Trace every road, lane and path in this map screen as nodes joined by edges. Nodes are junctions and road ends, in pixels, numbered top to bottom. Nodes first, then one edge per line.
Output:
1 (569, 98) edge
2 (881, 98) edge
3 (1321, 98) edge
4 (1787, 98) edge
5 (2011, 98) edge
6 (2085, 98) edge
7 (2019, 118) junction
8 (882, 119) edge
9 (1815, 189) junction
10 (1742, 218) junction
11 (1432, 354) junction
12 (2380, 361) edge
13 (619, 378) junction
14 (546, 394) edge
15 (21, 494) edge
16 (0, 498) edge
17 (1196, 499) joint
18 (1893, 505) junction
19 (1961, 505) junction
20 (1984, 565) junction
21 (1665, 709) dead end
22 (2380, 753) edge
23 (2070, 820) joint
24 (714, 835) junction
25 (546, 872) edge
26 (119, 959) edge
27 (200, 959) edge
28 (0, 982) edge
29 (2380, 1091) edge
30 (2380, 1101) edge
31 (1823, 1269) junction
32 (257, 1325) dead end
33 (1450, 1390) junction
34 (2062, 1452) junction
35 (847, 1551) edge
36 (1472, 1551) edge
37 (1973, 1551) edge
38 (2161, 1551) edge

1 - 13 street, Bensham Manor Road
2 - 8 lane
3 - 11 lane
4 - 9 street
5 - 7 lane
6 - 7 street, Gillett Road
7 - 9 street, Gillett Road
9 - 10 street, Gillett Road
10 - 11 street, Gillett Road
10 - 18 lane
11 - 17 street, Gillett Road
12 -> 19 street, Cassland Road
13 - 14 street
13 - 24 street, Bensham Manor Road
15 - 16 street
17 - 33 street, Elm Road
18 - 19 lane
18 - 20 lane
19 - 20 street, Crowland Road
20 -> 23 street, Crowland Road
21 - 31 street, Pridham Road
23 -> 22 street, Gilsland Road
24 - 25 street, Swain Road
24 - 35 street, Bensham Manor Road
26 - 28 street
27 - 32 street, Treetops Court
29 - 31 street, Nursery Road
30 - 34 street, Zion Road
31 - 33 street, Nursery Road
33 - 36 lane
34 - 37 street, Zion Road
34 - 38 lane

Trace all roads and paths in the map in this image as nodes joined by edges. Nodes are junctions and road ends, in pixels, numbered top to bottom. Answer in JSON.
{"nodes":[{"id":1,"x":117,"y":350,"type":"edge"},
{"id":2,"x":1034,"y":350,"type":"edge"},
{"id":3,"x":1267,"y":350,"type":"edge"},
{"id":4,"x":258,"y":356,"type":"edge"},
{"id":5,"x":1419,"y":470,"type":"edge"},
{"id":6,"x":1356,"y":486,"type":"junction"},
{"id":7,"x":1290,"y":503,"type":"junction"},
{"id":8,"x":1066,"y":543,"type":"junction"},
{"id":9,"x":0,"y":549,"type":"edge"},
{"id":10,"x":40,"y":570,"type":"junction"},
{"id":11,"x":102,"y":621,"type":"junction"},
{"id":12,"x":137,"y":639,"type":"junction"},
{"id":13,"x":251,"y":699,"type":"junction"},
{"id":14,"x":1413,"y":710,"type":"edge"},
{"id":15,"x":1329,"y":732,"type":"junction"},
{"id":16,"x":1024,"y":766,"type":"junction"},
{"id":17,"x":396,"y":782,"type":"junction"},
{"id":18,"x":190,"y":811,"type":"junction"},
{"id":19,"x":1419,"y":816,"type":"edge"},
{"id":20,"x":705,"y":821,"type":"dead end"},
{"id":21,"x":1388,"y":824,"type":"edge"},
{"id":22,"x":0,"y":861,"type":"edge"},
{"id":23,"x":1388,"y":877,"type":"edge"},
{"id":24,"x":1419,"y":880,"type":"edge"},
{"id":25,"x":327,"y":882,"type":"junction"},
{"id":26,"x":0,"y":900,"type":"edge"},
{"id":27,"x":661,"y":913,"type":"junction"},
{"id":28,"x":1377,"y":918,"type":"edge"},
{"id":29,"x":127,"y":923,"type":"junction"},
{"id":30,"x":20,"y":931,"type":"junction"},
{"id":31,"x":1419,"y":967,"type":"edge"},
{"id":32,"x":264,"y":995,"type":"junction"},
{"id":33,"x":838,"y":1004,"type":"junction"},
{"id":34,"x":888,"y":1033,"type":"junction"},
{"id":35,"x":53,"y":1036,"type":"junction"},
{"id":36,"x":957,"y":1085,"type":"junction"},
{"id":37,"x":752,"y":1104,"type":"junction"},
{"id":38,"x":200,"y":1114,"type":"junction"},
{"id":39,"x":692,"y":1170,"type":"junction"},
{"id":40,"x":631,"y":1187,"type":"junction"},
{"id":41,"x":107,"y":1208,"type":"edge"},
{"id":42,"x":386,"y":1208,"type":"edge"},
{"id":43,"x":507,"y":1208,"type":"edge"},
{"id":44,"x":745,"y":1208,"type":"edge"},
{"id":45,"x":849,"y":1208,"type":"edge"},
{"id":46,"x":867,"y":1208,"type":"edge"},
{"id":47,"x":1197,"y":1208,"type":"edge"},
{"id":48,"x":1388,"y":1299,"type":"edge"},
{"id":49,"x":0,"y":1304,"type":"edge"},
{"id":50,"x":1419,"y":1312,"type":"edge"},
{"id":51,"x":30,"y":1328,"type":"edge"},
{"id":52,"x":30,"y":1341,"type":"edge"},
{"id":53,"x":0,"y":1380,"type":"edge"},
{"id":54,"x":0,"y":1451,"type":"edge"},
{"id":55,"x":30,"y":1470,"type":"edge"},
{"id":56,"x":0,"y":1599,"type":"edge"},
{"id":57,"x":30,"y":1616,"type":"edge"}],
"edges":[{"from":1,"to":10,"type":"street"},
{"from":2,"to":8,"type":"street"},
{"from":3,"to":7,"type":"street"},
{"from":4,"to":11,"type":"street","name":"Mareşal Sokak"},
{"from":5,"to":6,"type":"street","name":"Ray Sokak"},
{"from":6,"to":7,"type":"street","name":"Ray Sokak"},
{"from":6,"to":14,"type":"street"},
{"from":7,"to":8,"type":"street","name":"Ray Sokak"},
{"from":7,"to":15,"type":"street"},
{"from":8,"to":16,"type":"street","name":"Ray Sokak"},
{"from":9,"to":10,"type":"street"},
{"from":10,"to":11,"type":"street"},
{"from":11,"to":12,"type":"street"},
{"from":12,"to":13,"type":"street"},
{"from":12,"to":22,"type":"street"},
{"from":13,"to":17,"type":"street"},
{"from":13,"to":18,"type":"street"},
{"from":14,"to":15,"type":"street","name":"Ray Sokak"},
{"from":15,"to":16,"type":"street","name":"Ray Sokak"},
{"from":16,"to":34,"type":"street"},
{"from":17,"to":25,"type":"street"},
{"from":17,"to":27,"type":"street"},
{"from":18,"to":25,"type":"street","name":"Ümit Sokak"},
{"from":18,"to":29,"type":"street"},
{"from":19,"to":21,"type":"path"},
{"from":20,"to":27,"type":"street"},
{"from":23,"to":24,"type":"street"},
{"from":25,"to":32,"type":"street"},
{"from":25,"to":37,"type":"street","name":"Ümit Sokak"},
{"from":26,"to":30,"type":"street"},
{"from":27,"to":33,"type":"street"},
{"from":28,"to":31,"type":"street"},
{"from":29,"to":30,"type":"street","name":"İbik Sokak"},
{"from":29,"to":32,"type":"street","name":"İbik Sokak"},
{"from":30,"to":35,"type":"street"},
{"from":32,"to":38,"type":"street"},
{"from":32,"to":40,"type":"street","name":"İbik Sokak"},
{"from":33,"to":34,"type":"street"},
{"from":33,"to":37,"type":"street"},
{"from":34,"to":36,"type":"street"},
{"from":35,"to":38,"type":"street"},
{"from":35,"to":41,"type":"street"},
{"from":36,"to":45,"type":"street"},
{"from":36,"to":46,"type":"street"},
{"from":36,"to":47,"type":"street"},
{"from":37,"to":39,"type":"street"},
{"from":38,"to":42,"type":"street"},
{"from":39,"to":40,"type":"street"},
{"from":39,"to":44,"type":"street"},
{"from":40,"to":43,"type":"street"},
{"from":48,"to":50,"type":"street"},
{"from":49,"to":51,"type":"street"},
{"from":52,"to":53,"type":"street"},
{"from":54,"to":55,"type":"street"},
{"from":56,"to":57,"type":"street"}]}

_HOW TO COMPLETE THIS TASK_.
Please count the lines in the material above that hold the word "nodes", and give only the total.

_EXERCISE ANSWER_.
3